The strengths of this study include its strong methodology and design, the inclusion of patients aged 12 years and older, a primary endpoint that was investigator-assessed, and secondary endpoints that assess quality of life, wrote Nicolas Javaud, MD, PhD, of the Université Paris Cité, Urgences, AP-HP, Centre de référence des angiœdèmes à kinines, Hôpital Louis Mourier, Colombes, France, and Delphine Gobert, MD, of Sorbonne Université, Médecine Interne, AP-HP, Centre de référence des angiœdèmes à kinines, Hôpital Saint-Antoine, Paris, France, in their accompanying editorial.

Limitations included the small sample size, short follow-up, and lack of racial and ethnic diversity, they added.

"Therapeutic options for patients with type I and type II hereditary angioedema are rapidly expanding, offering the hope of personalizing long-term prophylaxis. Prophylactic monthly garadacimab significantly reduced the number of hereditary angioedema attacks and could be used as a potential prophylactic therapy for patients with hereditary angioedema," concluded Javaud and Gobert.
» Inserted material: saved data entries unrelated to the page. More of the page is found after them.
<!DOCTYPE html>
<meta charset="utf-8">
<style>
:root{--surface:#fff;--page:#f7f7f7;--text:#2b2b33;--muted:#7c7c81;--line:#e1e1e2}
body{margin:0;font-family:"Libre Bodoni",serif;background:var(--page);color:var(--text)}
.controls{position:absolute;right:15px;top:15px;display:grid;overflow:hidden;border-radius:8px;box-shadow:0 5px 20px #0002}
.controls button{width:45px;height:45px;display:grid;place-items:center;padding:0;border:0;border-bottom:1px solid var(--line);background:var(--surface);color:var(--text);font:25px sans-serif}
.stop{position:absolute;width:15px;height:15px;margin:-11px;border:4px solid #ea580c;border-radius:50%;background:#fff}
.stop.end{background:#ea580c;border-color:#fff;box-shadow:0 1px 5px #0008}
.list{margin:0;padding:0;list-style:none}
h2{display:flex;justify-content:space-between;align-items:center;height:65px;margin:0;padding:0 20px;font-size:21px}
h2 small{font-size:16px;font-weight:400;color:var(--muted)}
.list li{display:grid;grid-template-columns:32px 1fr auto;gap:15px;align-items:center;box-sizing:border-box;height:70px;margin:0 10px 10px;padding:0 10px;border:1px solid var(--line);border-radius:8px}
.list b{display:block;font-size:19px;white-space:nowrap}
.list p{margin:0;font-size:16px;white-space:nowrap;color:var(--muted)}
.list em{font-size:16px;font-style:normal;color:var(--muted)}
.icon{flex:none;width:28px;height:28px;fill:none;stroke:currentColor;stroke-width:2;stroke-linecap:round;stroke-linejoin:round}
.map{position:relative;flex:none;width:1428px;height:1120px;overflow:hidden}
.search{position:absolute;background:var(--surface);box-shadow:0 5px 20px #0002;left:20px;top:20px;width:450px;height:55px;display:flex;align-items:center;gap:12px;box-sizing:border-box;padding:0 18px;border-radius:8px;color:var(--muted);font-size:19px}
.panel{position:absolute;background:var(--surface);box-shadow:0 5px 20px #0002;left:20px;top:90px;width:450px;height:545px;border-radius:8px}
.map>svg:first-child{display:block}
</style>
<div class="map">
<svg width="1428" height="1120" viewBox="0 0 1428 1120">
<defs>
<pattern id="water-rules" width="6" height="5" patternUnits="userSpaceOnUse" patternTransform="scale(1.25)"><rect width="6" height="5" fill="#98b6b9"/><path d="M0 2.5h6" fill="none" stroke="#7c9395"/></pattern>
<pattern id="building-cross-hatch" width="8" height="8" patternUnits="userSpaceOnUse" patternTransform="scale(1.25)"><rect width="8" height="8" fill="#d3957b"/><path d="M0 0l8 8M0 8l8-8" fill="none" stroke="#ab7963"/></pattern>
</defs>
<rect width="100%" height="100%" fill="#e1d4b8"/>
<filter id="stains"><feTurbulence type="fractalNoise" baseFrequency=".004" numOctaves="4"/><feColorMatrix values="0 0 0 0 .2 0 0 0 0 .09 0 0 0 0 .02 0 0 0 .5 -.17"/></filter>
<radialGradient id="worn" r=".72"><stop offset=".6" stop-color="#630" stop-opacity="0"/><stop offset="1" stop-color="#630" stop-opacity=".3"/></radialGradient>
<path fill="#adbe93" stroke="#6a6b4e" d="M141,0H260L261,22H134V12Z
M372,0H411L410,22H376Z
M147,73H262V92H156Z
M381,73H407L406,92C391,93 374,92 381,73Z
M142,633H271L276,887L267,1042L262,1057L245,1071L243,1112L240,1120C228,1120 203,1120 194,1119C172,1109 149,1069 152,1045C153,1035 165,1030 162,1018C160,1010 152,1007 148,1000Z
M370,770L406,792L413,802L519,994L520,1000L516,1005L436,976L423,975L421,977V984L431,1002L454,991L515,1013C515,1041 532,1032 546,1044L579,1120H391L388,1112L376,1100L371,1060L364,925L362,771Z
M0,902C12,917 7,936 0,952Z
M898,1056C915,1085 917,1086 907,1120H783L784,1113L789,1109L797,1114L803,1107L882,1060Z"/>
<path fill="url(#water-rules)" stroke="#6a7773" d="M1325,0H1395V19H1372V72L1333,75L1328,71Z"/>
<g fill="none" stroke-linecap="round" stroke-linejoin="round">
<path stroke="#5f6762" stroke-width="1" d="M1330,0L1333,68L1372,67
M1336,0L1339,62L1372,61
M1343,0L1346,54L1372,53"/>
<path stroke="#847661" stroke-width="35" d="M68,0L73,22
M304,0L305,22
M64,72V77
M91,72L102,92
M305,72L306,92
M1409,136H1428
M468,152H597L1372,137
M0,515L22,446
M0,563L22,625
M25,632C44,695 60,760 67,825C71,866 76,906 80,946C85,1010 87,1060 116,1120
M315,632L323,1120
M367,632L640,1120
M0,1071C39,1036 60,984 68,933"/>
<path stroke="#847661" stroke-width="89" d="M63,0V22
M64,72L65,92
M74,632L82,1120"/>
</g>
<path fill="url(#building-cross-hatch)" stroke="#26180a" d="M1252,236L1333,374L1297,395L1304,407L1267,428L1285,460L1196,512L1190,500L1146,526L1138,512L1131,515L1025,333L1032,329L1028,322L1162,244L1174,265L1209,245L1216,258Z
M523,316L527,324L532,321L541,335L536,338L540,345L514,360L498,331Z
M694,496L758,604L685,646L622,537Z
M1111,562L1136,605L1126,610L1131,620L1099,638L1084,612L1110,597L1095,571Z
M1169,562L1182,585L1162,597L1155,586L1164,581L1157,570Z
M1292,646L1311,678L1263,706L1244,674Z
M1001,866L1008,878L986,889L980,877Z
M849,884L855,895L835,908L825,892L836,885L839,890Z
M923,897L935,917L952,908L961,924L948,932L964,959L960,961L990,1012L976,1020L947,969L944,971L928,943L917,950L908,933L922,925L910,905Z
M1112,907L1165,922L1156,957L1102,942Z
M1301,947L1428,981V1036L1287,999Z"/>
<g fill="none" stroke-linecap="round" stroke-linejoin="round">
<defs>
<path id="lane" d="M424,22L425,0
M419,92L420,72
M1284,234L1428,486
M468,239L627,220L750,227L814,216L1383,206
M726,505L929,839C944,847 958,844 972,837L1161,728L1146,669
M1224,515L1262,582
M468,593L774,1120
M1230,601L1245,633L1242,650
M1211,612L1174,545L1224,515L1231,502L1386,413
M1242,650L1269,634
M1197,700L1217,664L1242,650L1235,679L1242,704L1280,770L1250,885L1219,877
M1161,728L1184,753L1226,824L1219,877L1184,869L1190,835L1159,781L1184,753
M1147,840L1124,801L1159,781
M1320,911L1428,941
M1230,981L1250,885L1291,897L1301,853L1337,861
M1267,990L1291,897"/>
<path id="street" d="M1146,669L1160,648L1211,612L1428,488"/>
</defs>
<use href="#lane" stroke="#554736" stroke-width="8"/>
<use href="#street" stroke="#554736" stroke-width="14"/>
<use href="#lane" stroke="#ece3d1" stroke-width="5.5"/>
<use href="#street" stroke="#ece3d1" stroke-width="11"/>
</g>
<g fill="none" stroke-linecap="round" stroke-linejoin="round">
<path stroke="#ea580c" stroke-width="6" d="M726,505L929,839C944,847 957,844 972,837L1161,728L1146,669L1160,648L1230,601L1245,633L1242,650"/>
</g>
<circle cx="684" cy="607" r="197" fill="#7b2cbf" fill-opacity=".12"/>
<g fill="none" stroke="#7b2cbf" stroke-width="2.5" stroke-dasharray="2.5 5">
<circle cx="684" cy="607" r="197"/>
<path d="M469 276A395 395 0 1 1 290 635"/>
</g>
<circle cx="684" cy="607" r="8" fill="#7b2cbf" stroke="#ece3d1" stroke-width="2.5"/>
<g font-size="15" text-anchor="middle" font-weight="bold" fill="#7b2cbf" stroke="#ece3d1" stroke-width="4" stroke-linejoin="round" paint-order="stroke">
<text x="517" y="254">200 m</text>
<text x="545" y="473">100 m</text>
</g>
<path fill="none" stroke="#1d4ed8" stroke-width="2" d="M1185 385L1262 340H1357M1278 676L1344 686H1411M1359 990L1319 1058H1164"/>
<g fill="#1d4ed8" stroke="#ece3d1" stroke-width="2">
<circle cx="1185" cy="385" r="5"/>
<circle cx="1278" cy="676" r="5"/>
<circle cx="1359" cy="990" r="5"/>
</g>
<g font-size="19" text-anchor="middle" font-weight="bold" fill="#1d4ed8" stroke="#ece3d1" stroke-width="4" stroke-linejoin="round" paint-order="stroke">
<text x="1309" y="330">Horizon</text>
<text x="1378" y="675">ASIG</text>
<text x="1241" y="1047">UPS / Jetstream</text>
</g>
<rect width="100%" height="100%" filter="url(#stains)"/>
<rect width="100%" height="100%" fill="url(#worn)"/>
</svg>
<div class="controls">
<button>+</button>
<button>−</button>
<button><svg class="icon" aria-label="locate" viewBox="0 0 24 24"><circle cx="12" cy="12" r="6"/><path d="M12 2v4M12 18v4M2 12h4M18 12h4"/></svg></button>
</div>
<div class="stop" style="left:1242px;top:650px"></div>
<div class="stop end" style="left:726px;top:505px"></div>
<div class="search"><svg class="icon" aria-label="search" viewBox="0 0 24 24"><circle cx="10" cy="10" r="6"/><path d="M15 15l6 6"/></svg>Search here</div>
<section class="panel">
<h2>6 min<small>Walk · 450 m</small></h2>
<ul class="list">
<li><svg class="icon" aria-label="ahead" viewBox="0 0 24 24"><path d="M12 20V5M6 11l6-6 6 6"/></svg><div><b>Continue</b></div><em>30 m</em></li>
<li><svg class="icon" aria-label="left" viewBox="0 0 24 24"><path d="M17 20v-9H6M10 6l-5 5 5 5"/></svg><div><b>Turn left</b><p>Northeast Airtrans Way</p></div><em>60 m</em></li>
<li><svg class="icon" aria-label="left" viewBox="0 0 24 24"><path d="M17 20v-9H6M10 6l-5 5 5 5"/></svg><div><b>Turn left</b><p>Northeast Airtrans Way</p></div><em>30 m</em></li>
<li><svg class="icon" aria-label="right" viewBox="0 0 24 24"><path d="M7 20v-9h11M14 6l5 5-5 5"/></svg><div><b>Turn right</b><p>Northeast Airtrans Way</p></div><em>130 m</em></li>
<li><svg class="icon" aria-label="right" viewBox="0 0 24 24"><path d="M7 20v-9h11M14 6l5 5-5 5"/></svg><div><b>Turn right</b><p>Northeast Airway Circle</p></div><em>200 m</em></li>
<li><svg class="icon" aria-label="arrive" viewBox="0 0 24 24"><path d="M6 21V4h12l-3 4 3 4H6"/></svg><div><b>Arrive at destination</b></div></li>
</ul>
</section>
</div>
This study was funded by CSL Behring.

Craig is a speaker for Pharming, CSL Behring, Takeda, Fresenius Kabi, and Grifols; has received research and consultancy grants from CSL Behring, Takeda, BioCryst, Ionis, Spark, BioMarin, Fresenius Kabi, and Grifols; and is on the medical advisory board for the US Hereditary Angioedema Association, Director of ACARE Angioedema Center at Penn State University, Hershey, and on the Board of Directors for the American Academy of Allergy, Asthma, and Immunology.

Javaud reported no disclosures.

Gobert declared consultancies, speakers’ fees, and travel or accommodation payments by Takeda, Biocryst, Pharming, Kalvista, and CSL Behring.

Craig TJ, et al "Efficacy and safety of garadacimab, a factor XIIa inhibitor for hereditary angioedema prevention (VANGUARD): a global, multicenter, randomized, double-blind, placebo-controlled, phase III trial" Lancet 2023; DOI: 10.1016/S0140-6736(23)00350-1.

Javaud N, Gobert D "Hereditary angioedema: is there a better future for treatment?" Lancet 2023; DOI: 10.1016/S0140-6736(23)00438-5.